About Andreas' questions:
" Does your module support psiblast, rpsblast, tblastx and blast+ and what
versions?": At now, it supports the blastn, blastp, blastx, tblastn and
tblastx version 2.2.29. I'm not very sure about psiblast and rpsblast, I
should test it.
But it has been designed so that to update a single parser (as well to add
a new search program and still remaining in the designed framework) there
will be the need to write just a single class. This will keep the code
simple and neat, very important in my opinion for future developers.
"the disadvantage is that you constantly need to update them to the variant
of blast plus version of the output file format": this unfortunately is a
problem that everyone of us have to face if wants to use new ncbi programs.
It happened for legacy-blast, it happened a lot of time for genbank format,
it is happening for blast+. Just hoping that they would have the kindness
explicit the format version inside the xml if not to name the program
itself in different way, such for example blast3 or blast++, to avoid
confusion.

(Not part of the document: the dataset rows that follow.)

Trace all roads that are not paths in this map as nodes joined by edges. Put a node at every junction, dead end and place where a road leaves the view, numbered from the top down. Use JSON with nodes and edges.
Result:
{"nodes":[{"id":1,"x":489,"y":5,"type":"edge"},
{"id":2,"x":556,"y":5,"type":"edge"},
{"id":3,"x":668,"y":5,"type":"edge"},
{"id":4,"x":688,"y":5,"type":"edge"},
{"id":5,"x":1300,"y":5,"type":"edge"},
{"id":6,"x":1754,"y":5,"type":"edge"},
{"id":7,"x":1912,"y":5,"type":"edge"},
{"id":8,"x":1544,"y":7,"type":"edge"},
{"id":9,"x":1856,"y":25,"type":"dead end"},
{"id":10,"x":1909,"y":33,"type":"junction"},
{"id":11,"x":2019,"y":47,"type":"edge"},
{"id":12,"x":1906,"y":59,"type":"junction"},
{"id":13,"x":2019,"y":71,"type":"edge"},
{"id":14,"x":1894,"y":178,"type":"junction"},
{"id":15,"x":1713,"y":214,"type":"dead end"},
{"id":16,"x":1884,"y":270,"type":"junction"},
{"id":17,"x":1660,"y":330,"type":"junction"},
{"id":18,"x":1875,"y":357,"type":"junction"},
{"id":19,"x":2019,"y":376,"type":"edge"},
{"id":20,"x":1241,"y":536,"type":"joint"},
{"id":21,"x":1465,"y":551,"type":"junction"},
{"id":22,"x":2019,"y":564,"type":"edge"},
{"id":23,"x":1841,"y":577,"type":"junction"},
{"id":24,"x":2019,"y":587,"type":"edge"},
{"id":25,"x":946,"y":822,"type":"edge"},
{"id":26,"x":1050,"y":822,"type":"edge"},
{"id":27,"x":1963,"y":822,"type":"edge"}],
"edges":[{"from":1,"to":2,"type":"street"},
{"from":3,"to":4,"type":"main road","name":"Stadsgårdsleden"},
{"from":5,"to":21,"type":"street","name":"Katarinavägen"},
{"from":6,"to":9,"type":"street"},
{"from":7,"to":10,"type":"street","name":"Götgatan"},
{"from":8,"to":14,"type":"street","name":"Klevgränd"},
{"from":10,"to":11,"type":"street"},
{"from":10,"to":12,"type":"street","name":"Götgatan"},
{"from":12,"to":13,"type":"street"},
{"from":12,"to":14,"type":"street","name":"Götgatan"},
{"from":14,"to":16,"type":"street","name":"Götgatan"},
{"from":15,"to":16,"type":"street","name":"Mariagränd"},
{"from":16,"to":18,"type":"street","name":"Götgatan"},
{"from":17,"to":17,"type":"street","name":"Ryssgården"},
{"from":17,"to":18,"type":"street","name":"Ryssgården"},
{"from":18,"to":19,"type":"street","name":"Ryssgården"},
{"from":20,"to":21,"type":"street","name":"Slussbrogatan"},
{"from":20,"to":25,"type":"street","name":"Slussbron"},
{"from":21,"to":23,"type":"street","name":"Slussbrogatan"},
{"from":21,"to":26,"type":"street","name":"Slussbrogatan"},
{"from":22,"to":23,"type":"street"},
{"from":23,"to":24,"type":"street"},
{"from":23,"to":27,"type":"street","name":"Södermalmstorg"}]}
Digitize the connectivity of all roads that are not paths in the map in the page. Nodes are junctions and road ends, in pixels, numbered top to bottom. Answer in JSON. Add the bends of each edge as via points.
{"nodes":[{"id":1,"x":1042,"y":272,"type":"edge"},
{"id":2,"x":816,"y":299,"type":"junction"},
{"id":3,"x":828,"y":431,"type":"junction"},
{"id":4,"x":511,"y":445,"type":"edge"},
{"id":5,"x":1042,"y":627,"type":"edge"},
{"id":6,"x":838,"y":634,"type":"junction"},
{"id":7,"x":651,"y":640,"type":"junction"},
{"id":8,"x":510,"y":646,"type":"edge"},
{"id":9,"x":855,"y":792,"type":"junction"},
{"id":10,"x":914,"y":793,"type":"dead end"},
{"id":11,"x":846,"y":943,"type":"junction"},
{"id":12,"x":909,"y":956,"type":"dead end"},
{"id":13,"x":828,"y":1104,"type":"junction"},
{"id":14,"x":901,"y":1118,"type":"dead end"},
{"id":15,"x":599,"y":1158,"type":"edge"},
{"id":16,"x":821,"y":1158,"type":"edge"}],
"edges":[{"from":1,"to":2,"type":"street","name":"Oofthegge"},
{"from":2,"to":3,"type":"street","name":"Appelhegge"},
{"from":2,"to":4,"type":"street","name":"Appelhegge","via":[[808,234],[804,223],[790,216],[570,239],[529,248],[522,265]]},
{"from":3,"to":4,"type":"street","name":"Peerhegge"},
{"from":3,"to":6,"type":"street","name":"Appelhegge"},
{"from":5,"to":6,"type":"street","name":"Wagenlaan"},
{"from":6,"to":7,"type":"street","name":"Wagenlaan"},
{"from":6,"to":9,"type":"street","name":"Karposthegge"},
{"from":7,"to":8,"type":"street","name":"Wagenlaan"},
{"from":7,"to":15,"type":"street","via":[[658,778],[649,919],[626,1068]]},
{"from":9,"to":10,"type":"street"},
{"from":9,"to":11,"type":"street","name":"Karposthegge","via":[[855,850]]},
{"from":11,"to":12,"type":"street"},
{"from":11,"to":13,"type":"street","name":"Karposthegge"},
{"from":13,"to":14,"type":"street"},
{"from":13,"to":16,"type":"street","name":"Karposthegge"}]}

We can't do anything about that, we can just try to make the
things simple and easy to reuse.
Just to express my opinion, I think that every bio project should first of
all address theese "base level" problem more than others to allow the
developer to focus on higher abstraction details. I'm sure that this will
be appreciated by the community, increasing the base of users of biojava.
Paolo
2015-05-06 12:15 GMT+02:00 Jose Manuel Duarte <jose.duarte at psi.ch>:
> I'd say that having some common data structure to model the output of a
> sequence homology search should be benefitial. For instance a blast
> alternative might appear one day (I'm eagerly awaiting for it!). The common
> data structure should be able to model the outputs of any of the different
> softwares.
>
> There are already some alternatives to blast:
>
> SANS and SANSparallel by Liisa Holm (
> http://www.ncbi.nlm.nih.gov/pubmed/22962464,
> http://nar.oxfordjournals.org/content/early/2015/04/08/nar.gkv317.full)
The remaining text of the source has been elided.